There’s been brewing on the National Trust’s Calke Abbey Estate for hundreds of years. One of the main reasons back in the 1800’s was making beer for all the Estate workers who were given an allocation of beer each day – rumoured to be around 5-6 pints. The Estate staff would have numbered close to a thousand in summer, so the brewing operation was quite a big one. The theory then was that if you drank beer you stayed healthy and if you drank water you often got sick.

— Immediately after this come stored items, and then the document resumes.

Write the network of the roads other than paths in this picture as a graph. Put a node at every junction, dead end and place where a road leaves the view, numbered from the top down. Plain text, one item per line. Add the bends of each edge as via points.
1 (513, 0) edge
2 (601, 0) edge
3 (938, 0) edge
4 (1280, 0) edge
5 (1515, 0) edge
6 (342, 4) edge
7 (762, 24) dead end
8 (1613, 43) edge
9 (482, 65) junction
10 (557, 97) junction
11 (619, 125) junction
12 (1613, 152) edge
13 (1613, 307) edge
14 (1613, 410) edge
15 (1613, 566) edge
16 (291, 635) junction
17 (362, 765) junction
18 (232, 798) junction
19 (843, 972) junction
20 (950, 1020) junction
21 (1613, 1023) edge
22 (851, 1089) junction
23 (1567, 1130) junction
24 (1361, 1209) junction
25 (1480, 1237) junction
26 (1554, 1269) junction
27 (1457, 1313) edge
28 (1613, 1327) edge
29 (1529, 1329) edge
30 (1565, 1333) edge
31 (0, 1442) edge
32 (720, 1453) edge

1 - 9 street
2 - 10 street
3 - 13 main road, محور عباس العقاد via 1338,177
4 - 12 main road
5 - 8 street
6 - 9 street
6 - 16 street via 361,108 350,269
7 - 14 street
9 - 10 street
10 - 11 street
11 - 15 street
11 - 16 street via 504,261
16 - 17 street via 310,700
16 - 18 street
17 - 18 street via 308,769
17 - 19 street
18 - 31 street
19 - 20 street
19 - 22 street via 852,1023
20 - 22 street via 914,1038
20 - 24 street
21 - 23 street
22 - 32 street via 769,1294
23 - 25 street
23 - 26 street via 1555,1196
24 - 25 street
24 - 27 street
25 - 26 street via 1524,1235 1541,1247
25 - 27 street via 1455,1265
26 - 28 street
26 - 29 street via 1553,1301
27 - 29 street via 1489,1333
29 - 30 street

The former Brewhouse is now open to the public at Calke Abbey as part of the house tour and all the traditional equipment is still there, although dilapidated now – for full details visit the National Trust website www.nationaltrust.org.uk/calke-abbey
Throughout the brew process we are conscientious about minimising any ‘waste’ we produce. We try our upmost to be a green business at every opportunity and this is demonstrated in the way that we reuse the ‘waste’ products from every brew. At the end of each day, barley left in the mash tun is taken to the farm less than half a mile away where it is mixed with sileage and fed to the pigs. The farm in turn supply meat to the National Trust Calke Abbey Estate kitchens, another mile away. All our used hops also end up on the Calke Abbey Estate, added to the huge compost heaps, for the Calke Abbey gardeners. Spent hops are still acidic and are a very desirable addition to the compost heap.